В моей журналистской памяти отчетливо сохранилось: только за бразильцем Пеле и украинцем Лобановским на футбольном поле следовали два опекуна. Одному защитнику в рамках правил не удавалось сдержать этих высокотехничных нападающих. Но и двоим громилам с косой челкой далеко не всегда по силам было справиться с изобретательностью киевского нападающего: интеллект дробит грубую силу, словно отбойный молоток. «Нужны в футболе не только ноги. Нужна в футболе и голова» — такая незамысловатая песенка была на устах у болельщиков в романтичные 60-е годы.
То, что у юного Васильича голова была ясная и светлая, в один голос утверждают все, кто знал его «с младых ногтей». Возможной подсказкой к изобретению необычного углового могли стать и скупые кадры кинохроники, повествующие о чудо-команде из Бразилии образца 1958 года, «начиненной» такими самородками, как Пеле, Гарринча, Вава, Загало, Диди. Последний во всех футбольных энциклопедиях называется изобретателем мудреного удара, получившего название «сухой лист».
На чемпионате мира в Швеции щуплый бразилец пробивал штрафные вблизи ворот соперников неведомым доселе способом: мяч после удара Диди взмывал ввысь над «стенкой». Казалось, кожаная сфера завершит свой полет за пределами поля, где-нибудь в секторе для толкания ядра. Однако в 6-7 метрах перед воротами происходило что-то у невероятное: мяч на неуловимый миг замирал в апогее своего полета и, словно иссушенный осенний лист, сорванный ветром с ветки, снижался в воротах. Голкипер всегда стерег дальний угол, а мяч нырял в ближний.

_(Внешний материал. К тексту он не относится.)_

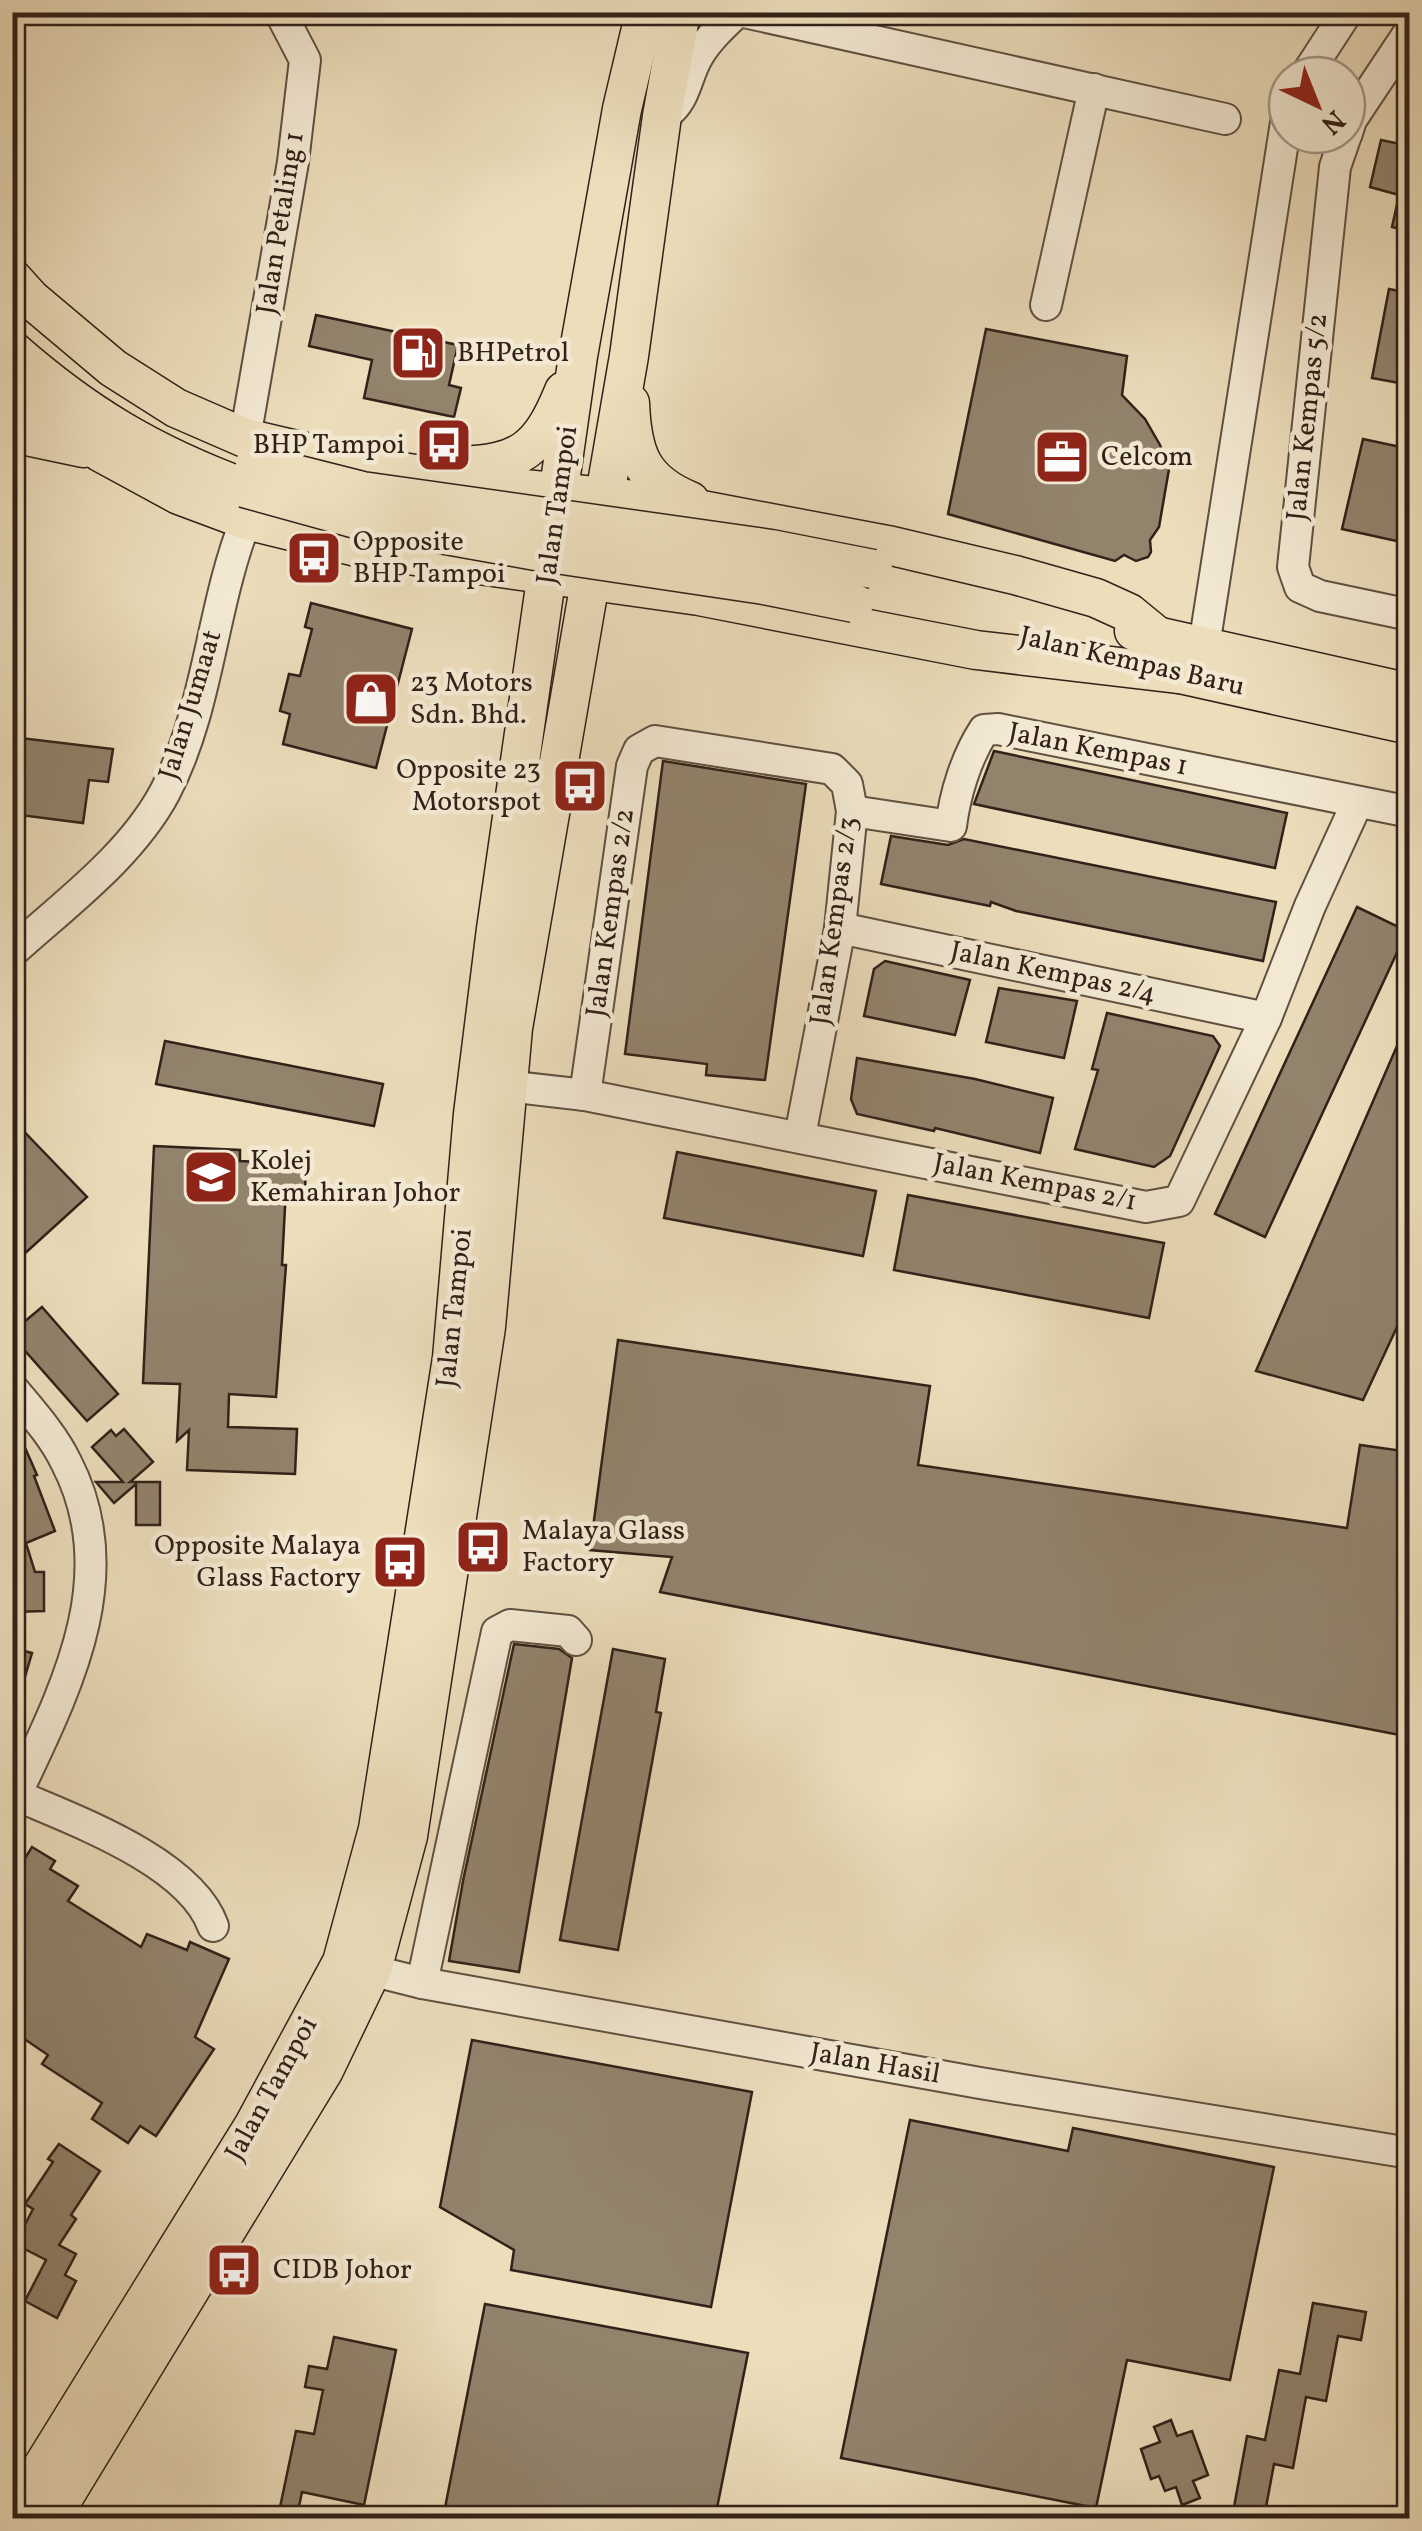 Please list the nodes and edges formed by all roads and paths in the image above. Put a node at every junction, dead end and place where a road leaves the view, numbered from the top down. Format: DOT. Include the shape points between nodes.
graph roads {
  1 [pos="280,12"];
  2 [pos="645,12"];
  3 [pos="681,12"];
  4 [pos="740,12"];
  5 [pos="1328,16"];
  6 [pos="1410,31"];
  7 [pos="1299,55"];
  8 [pos="1313,55"];
  9 [pos="1094,88"];
  10 [pos="1367,97"];
  11 [pos="662,116"];
  12 [pos="1225,119"];
  13 [pos="1281,155"];
  14 [pos="1339,155"];
  15 [pos="12,278"];
  16 [pos="1046,306"];
  17 [pos="12,312"];
  18 [pos="12,350"];
  19 [pos="578,356"];
  20 [pos="628,356"];
  21 [pos="12,385"];
  22 [pos="12,433"];
  23 [pos="100,452"];
  24 [pos="384,468"];
  25 [pos="248,478"];
  26 [pos="495,486"];
  27 [pos="561,491"];
  28 [pos="603,494"];
  29 [pos="665,502"];
  30 [pos="722,514"];
  31 [pos="478,567"];
  32 [pos="549,576"];
  33 [pos="588,582"];
  34 [pos="642,590"];
  35 [pos="699,596"];
  36 [pos="1410,615"];
  37 [pos="1158,636"];
  38 [pos="1204,646"];
  39 [pos="1178,674"];
  40 [pos="1410,693"];
  41 [pos="1410,724"];
  42 [pos="655,741"];
  43 [pos="560,757"];
  44 [pos="1357,803"];
  45 [pos="852,811"];
  46 [pos="1410,812"];
  47 [pos="510,835"];
  48 [pos="840,928"];
  49 [pos="12,952"];
  50 [pos="1266,1018"];
  51 [pos="506,1086"];
  52 [pos="585,1095"];
  53 [pos="473,1114"];
  54 [pos="800,1136"];
  55 [pos="12,1388"];
  56 [pos="576,1640"];
  57 [pos="14,1799"];
  58 [pos="213,1926"];
  59 [pos="357,1966"];
  60 [pos="422,1983"];
  61 [pos="1410,2153"];
  62 [pos="12,2516"];
  63 [pos="51,2518"];
  1 -- 25 [label="street, Jalan Petaling 1" via="305,60"];
  2 -- 19 [label="main road, Jalan Tampoi"];
  3 -- 11 [label="main road, Jalan Tampoi"];
  4 -- 9 [label="street"];
  4 -- 11 [label="street" via="716,31 682,97"];
  5 -- 7 [label="street"];
  5 -- 8 [label="street"];
  6 -- 10 [label="street, Jalan Kempas 5/2"];
  9 -- 12 [label="street"];
  9 -- 16 [label="street"];
  11 -- 20 [label="main road, Jalan Tampoi"];
  13 -- 38 [label="street"];
  14 -- 36 [label="street, Jalan Kempas 5/2" via="1294,567 1300,587 1320,596"];
  15 -- 25 [label="main road" via="112,368 176,408"];
  17 -- 25 [label="main road" via="76,369"];
  18 -- 25 [label="main road" via="105,424 188,468"];
  19 -- 24 [label="main road" via="554,415 527,451 490,465"];
  19 -- 27 [label="main road, Jalan Tampoi"];
  20 -- 28 [label="main road, Jalan Tampoi"];
  20 -- 30 [label="main road" via="642,465 661,486"];
  21 -- 23 [label="main road"];
  22 -- 23 [label="main road"];
  23 -- 25 [label="main road" via="179,495"];
  24 -- 25 [label="main road"];
  24 -- 26 [label="main road"];
  25 -- 31 [label="main road" via="364,549"];
  25 -- 37 [label="main road, Jalan Kempas Baru, bridge" via="772,548"];
  25 -- 39 [label="main road, Jalan Kempas Baru, bridge" via="356,519 764,585"];
  25 -- 49 [label="street, Jalan Jumaat" via="191,724 165,792 130,841"];
  26 -- 27 [label="main road"];
  26 -- 31 [label="main road" via="508,515 506,540"];
  27 -- 28 [label="main road"];
  27 -- 32 [label="main road, Jalan Tampoi"];
  28 -- 29 [label="main road"];
  28 -- 33 [label="main road, Jalan Tampoi"];
  29 -- 30 [label="main road"];
  29 -- 34 [label="main road" via="636,522 621,549 622,565"];
  30 -- 37 [label="main road" via="1015,575 1096,598"];
  31 -- 32 [label="main road"];
  31 -- 47 [label="main road" via="516,600 524,642 509,760"];
  32 -- 33 [label="main road"];
  32 -- 47 [label="main road, Jalan Tampoi"];
  33 -- 34 [label="main road"];
  33 -- 43 [label="main road, Jalan Tampoi"];
  34 -- 35 [label="main road"];
  35 -- 39 [label="main road" via="976,650"];
  35 -- 43 [label="main road" via="616,614 600,624 589,639"];
  37 -- 38 [label="main road, Jalan Kempas Baru"];
  38 -- 40 [label="main road, Jalan Kempas Baru"];
  39 -- 41 [label="main road, Jalan Kempas Baru"];
  42 -- 45 [label="street, Jalan Kempas 2/3" via="832,769 848,784"];
  42 -- 52 [label="street, Jalan Kempas 2/2" via="639,750 632,766"];
  43 -- 51 [label="main road, Jalan Tampoi"];
  44 -- 45 [label="street, Jalan Kempas 1" via="998,729 984,730 974,744 950,826"];
  44 -- 46 [label="street, Jalan Kempas 1"];
  44 -- 50 [label="street, Jalan Kempas 2/1"];
  45 -- 48 [label="street, Jalan Kempas 2/3"];
  47 -- 53 [label="main road, Jalan Tampoi"];
  48 -- 50 [label="street, Jalan Kempas 2/4"];
  48 -- 54 [label="street, Jalan Kempas 2/3"];
  50 -- 54 [label="street, Jalan Kempas 2/1" via="1179,1201 1146,1206"];
  51 -- 52 [label="street, Jalan Kempas 2/1"];
  51 -- 53 [label="street"];
  51 -- 59 [label="main road, Jalan Tampoi" via="486,1327 408,1836"];
  52 -- 54 [label="street, Jalan Kempas 2/1"];
  53 -- 59 [label="main road, Jalan Tampoi" via="449,1378"];
  55 -- 57 [label="street" via="66,1461 92,1543 82,1638"];
  56 -- 60 [label="street" via="568,1631 510,1625 497,1632"];
  57 -- 58 [label="street" via="128,1846 191,1888"];
  59 -- 60 [label="street, Jalan Hasil"];
  59 -- 62 [label="main road, Jalan Tampoi"];
  59 -- 63 [label="main road, Jalan Tampoi" via="324,2070"];
  60 -- 61 [label="street, Jalan Hasil"];
}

Ежедневно часами Лобановский разучивал новый удар на тренировочной базе на Нивках, направляя мяч с места пересечения боковой и лицевой линий то на ближнюю штангу, то на дальнюю. Он, талантище, следовал в данном случае ремесленническому принципу: усердие и труд все перетрут. Олег Базилевич и Виктор Каневский, прекрасно игравшие головой, с пониманием отнеслись к технической новинке в исполнении своего партнера. Когда они уставали и, махнув руками, кричали ему: «Все, хорош!», он находил кого-то из неоперившихся ребят, считавших за честь поработать с «рыжим». В конце концов начинало мигать в глазах и у старшего тренера Вячеслава Соловьева. Сам он Лобановскому ничего не говорил — посылал к нему своего помощника Виктора Терентьева, человека интеллигентного, с покладистым характером. Виктору Васильевичу импонировала одержимость Лобановского. Однако выполнять указания «первого» был обязан:
— Ну, че, Валера, может, хват на сегодня? — с московским акцентом произносил Терентьев фразу, ставшую на Нивках обыденной.
Привычным стал и ответ Лобановского:
— Васильич, я уже заканчиваю — еще несколько подач.
Когда все, включая вратарей, шли в душ, Лобановский продолжал свое, «крутил» до изнеможения. Был рад, если кто-то из местных мальчишек соглашался подносить мячи. Когда помощников под рукой не оставалось — трусил за мячами сам.